The algorithm is based on sparse implementation of parallel factor decomposition
algorithm (PARAFAC) that performs alternate sparsely defined least squares minimization.
The nuclear magnetic resonance (NMR) data are usually huge and have a large
amount of data entries. To handle them one needs to solve several (often hundreds)
almost nonoverlapping regions with a considerably small rank, and then to make a
final tune of the total large rank system.
This package allows to compute large regions independently using all power of NVIDIA GPU.
This part often shows significant slow down in the CPU architecture since it requires
solving a lot of small problems where CPU cannot show all power.
Since these parts are multithreaded over NVIDIA multiprocessors, it gives us high
performance improvement. The only bottleneck in this part is load balancing,
however, it is not very important with usage of large data sets. Hence, with
data sets published in the articles below, we reached 50-60 times speedup.

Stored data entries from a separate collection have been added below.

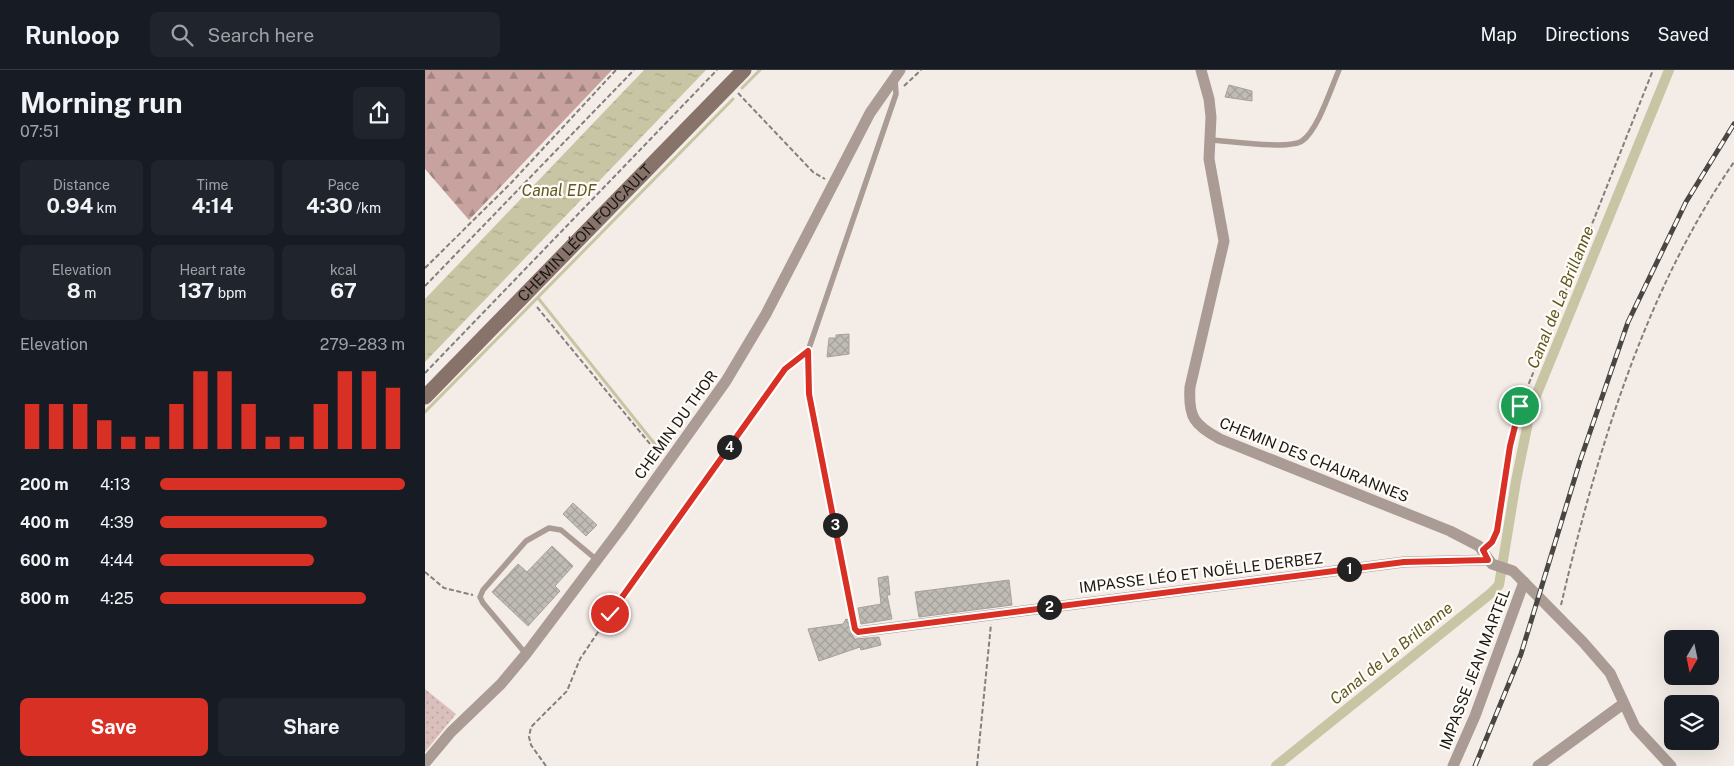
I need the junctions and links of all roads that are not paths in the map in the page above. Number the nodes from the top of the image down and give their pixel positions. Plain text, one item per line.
1 (745, 70) edge
2 (1201, 70) edge
3 (1339, 70) edge
4 (897, 74) edge
5 (1211, 140) junction
6 (425, 397) edge
7 (1486, 555) junction
8 (597, 560) junction
9 (1524, 582) junction
10 (858, 632) joint
11 (526, 654) junction
12 (1623, 704) junction
13 (425, 764) edge
14 (1453, 766) edge
15 (1538, 766) edge
16 (1671, 766) edge

1 - 6 main road, CHEMIN LÉON FOUCAULT
2 - 5 street, CHEMIN DES CHAURANNES
3 - 5 lane
4 - 8 street, CHEMIN DU THOR
4 - 10 lane
5 - 7 street, CHEMIN DES CHAURANNES
7 - 9 street, CHEMIN DES CHAURANNES
7 - 10 street, IMPASSE LÉO ET NOËLLE DERBEZ
8 - 11 street, CHEMIN DU THOR
8 - 11 lane
9 - 12 street, CHEMIN DES CHAURANNES
9 - 14 street, IMPASSE JEAN MARTEL
11 - 13 street, CHEMIN DU THOR
12 - 15 street
12 - 16 street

The final solution of the joined multidimensional problem with a large rank
(often about 1,000 components) was again efficiently implemented, and showed
us improvement 30-40 times as much as before compared with Quad Core Xeon workstations.
- Jaravine V., Ibraghimov I., Orekhov V. Removal of a Time Barrier for High-Resolution
Multidimensional NMR Spectroscopy. Nature Methods 3(8):605--607, 2006.
- Jaravine V., Zhuravleva A., Permi P., Ibraghimov I., Orekhov V. Hyperdimensional NMR
Spectroscopy with Nonlinear Sampling. JACS 130(12):3927-3936, 2008.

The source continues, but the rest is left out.